Your goal
Copy the entries below verbatim, omitting any pictures they contain.

--- Records to process ---

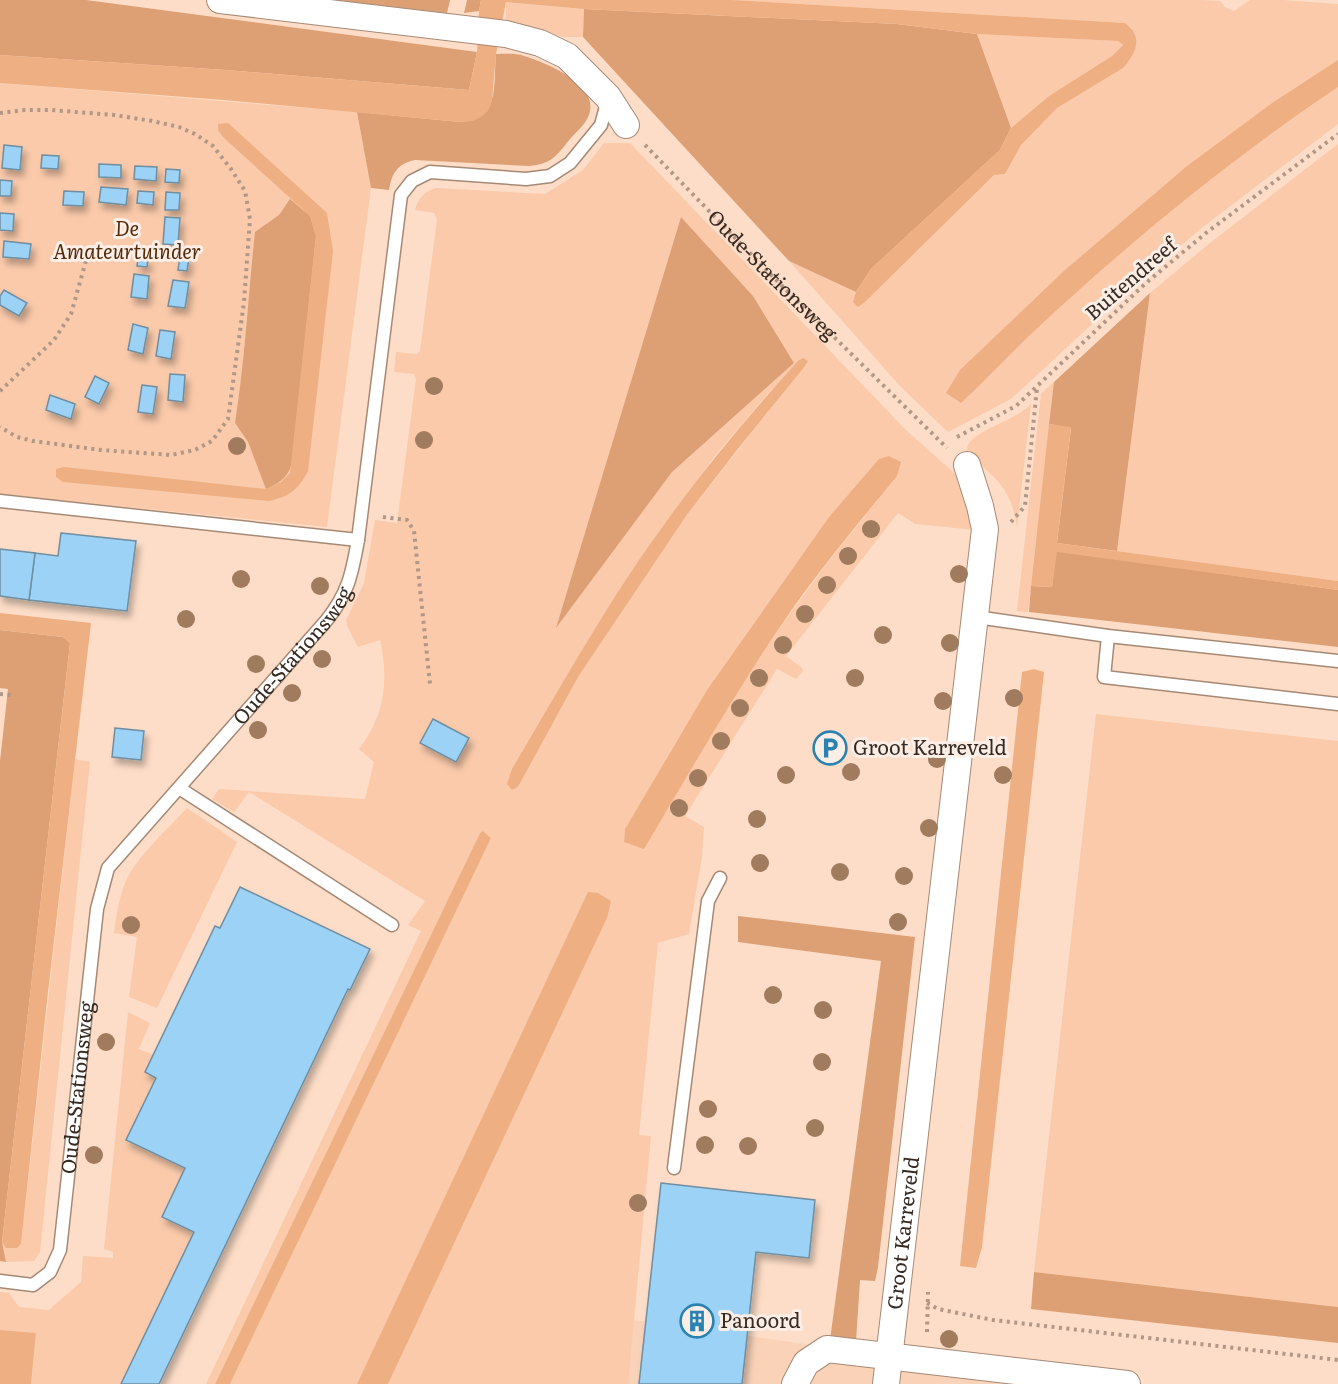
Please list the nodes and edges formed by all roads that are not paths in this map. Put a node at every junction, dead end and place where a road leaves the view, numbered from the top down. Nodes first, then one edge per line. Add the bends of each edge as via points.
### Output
1 (220, 0) edge
2 (608, 98) junction
3 (626, 125) road end
4 (967, 465) dead end
5 (0, 501) edge
6 (358, 540) junction
7 (976, 617) junction
8 (1108, 636) junction
9 (1338, 661) edge
10 (1338, 704) edge
11 (180, 788) junction
12 (720, 878) dead end
13 (392, 925) dead end
14 (674, 1168) dead end
15 (0, 1281) edge
16 (888, 1356) junction
17 (795, 1384) edge
18 (886, 1384) edge
19 (1127, 1384) edge

1 - 2 street via 507,34 567,56
2 - 3 street
2 - 6 lane, Oude-Stationsweg via 601,125 570,163 550,176 516,178 430,172 412,181 402,195
4 - 7 street via 985,529
5 - 6 lane
6 - 11 lane, Oude-Stationsweg via 354,565 340,603
7 - 8 lane
7 - 16 street, Groot Karreveld
8 - 9 lane
8 - 10 lane via 1104,677
11 - 13 lane
11 - 15 lane, Oude-Stationsweg via 108,868 97,909 60,1250 50,1272 33,1285
12 - 14 lane via 708,901
16 - 17 street via 828,1348 806,1364
16 - 18 street, Groot Karreveld
16 - 19 street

---

The answer
Please list the nodes and edges formed by all roads that are not paths in this map. Put a node at every junction, dead end and place where a road leaves the view, numbered from the top down. Nodes first, then one edge per line. Add the bends of each edge as via points.
### Output
1 (220, 0) edge
2 (608, 98) junction
3 (626, 125) road end
4 (967, 465) dead end
5 (0, 501) edge
6 (358, 540) junction
7 (976, 617) junction
8 (1108, 636) junction
9 (1338, 661) edge
10 (1338, 704) edge
11 (180, 788) junction
12 (720, 878) dead end
13 (392, 925) dead end
14 (674, 1168) dead end
15 (0, 1281) edge
16 (888, 1356) junction
17 (795, 1384) edge
18 (886, 1384) edge
19 (1127, 1384) edge

1 - 2 street via 507,34 567,56
2 - 3 street
2 - 6 lane, Oude-Stationsweg via 601,125 570,163 550,176 516,178 430,172 412,181 402,195
4 - 7 street via 985,529
5 - 6 lane
6 - 11 lane, Oude-Stationsweg via 354,565 340,603
7 - 8 lane
7 - 16 street, Groot Karreveld
8 - 9 lane
8 - 10 lane via 1104,677
11 - 13 lane
11 - 15 lane, Oude-Stationsweg via 108,868 97,909 60,1250 50,1272 33,1285
12 - 14 lane via 708,901
16 - 17 street via 828,1348 806,1364
16 - 18 street, Groot Karreveld
16 - 19 street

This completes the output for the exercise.